§ EXERCISE OBJECTIVE: Search the records for "roads" and copy each line that holds it.

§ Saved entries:
——————
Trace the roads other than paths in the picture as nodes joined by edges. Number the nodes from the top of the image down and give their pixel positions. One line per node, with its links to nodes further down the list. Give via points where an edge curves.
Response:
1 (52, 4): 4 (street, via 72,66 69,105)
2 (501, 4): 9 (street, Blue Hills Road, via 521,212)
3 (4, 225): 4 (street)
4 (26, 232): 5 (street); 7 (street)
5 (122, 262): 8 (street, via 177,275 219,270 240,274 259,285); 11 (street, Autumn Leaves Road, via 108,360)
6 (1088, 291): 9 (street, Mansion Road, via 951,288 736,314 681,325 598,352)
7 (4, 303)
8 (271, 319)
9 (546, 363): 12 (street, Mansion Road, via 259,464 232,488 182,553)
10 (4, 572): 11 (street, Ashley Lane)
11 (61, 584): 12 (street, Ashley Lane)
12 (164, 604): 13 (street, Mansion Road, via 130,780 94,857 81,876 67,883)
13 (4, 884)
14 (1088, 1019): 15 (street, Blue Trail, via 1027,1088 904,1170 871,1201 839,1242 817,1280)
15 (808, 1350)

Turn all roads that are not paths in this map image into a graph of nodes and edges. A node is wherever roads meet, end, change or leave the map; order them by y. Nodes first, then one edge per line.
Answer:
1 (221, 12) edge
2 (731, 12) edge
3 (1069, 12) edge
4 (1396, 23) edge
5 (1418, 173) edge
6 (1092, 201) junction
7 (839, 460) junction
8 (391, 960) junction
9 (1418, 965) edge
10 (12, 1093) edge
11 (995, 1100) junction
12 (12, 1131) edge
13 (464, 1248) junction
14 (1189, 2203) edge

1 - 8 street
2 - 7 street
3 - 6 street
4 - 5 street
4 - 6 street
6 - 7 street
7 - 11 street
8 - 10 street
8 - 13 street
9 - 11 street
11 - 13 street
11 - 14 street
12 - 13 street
——————
§ SOLUTION TO THIS TASK:
Trace the roads other than paths in the picture as nodes joined by edges. Number the nodes from the top of the image down and give their pixel positions. One line per node, with its links to nodes further down the list. Give via points where an edge curves.
Turn all roads that are not paths in this map image into a graph of nodes and edges. A node is wherever roads meet, end, change or leave the map; order them by y. Nodes first, then one edge per line.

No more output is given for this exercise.